America First in the Trump-Biden Era: "Indo-Pacific Strategy of the United States" (February 2022). The Trump-Biden Era continues to develop the America First project, though under President Biden in a less provocative and more inclusive way. The Biden portion of the Trump-Biden Era has taken the original insight, similar to that of the core of leadership of the Chinese Communist Party, that the era of global convergence is over, that it is nece4ssary to define and protect the imperial core and develop its peripheries, and that such development-protection strategies must be built around a rationalized markets driven, civil and political liberties model with the United States at its core. That effort is aided by the actions of other centers of imperial core-periphery frameworks built around China (more successfully) and in a more antique and 19th century way around Russia. Also ‘A sea change’: Biden reverses decades of Chinese trade policy.
9. Organizing the past is the necessary predicate to signifying the future.
The Refinement of Theories of Post-Global Empire: Thoughts on Jiang Shigong, Trade and Human Rights (Part 2): Sino-US Competition in the Context of World Empire ( 强世功|贸易与人权 (下) ——世界帝国背景下的中美竞争 ) . "Jiang uses the lens of the state as the centering element of analysis.
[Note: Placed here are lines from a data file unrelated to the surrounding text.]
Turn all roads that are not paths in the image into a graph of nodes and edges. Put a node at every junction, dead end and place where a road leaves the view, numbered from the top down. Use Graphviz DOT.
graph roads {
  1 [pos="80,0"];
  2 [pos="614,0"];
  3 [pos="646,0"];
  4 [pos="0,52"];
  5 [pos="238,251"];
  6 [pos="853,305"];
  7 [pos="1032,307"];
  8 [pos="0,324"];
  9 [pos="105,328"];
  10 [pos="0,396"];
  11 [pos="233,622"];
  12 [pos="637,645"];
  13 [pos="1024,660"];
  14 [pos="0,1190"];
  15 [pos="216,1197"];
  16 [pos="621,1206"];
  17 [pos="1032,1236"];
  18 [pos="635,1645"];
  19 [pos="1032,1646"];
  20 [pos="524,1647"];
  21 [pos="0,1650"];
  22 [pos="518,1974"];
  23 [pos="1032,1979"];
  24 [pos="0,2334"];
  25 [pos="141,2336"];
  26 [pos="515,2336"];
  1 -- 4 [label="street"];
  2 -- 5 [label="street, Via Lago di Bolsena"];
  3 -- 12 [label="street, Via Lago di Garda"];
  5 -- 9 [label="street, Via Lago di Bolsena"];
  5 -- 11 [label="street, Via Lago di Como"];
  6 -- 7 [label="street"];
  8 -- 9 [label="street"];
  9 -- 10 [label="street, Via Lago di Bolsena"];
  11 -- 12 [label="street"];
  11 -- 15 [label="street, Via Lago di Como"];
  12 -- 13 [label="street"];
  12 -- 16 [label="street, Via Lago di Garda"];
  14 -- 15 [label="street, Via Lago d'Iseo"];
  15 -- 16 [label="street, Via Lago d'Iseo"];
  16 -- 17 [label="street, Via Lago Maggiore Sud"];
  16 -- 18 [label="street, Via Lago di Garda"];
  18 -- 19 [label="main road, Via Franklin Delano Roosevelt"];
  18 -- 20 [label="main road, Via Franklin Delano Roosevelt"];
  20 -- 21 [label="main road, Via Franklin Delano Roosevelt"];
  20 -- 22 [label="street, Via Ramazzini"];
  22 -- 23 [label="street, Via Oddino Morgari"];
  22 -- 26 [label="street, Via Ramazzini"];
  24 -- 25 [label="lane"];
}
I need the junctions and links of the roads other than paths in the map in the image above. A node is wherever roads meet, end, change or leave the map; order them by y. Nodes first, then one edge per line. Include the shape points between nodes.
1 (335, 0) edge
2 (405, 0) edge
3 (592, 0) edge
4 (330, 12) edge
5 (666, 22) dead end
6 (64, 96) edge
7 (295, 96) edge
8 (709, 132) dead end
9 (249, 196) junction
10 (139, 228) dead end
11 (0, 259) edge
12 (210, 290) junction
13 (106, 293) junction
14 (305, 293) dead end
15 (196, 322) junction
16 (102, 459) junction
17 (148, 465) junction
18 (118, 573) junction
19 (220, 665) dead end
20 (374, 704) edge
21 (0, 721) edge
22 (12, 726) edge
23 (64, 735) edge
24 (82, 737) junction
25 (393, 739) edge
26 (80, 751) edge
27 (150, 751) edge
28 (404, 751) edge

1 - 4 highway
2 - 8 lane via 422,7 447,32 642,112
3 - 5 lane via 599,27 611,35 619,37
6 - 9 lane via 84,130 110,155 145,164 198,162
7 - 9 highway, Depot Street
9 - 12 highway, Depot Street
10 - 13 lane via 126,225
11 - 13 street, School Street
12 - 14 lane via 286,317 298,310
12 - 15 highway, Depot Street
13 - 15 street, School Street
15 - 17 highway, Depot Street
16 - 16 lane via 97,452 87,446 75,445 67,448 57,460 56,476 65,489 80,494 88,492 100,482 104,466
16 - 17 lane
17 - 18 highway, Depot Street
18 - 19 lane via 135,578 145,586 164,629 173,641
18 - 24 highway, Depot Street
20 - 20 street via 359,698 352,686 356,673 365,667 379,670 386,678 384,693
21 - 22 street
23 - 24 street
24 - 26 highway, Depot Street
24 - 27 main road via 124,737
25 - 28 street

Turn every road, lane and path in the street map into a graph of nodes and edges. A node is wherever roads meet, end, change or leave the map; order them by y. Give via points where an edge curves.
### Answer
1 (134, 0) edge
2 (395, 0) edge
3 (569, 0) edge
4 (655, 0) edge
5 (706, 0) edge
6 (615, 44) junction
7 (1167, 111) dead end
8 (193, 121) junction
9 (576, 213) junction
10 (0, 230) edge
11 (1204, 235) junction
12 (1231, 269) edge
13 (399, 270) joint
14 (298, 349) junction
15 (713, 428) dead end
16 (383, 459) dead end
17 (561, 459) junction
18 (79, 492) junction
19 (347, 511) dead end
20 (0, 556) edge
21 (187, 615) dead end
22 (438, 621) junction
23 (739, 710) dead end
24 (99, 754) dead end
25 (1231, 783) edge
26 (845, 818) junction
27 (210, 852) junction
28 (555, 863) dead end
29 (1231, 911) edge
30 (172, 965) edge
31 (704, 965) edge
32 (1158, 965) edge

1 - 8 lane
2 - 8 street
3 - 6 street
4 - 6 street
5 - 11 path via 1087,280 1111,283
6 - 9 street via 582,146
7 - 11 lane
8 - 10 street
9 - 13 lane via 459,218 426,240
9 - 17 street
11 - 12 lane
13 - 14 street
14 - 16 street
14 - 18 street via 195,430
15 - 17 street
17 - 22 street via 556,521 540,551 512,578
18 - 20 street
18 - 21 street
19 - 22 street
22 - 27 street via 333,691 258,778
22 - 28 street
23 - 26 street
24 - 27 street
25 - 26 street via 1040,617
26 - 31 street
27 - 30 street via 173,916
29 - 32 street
That sets the perspective for the opening paragraphs. But it also limits the possibilities of analysis. If one starts with the presumption of the state at the center--and of empire as an expression of the projection outward of state power. Then the only thing that remains is to determine (1) historical successions of state empires, that is connecting empire in history and (2) taxonomies of empire, that is the way empire manifests. . . But consider re-centering the analysis away from the state and to markets as the driving element of post 1945 empire. The logic of markets and states are not the same. Putting markets at the center does not change the importance of the American construct but does change its focus. . . Ironically, this is precisely what was understood, if only unconsciously by the Trump Administration, when in rejecting the imperium of production, it sough tin the American First project, to return to what China had already gotten a jump start on--the constitution of state centered post-global empire.
10. There is only the thinnest line between the historical, the oracular, and the prophetic.
The Stories One Tells Incarnated in Rituals of Blood Sacrifice: Alexander Dugin as Storyteller to Russia and China in the New Era. "To some extent, then, to understand the current situation in Russia and its Ukrainian meaning-lusts; to understand the appealing power of this meaning-lusting by certain elements in China, it is necessary to delve into the meaning-world, the relational meta-verse, that Alexander Dugan is spinning from past, to present to a necessary future. These are creation stories--of the weaving together of peoples from the distaff of history. These are the stories concocted from the weaving of the Norse Norns--Urd (that which must be--fate), Verdandi (that which is ), and Skuld (that which must be) --fashioned on the frame that is called Russia. Its power, now, is measured in the blood of its people and those it would absorb. Its triumph is counted in the distance and deference of others to the power of these centering and relational stories."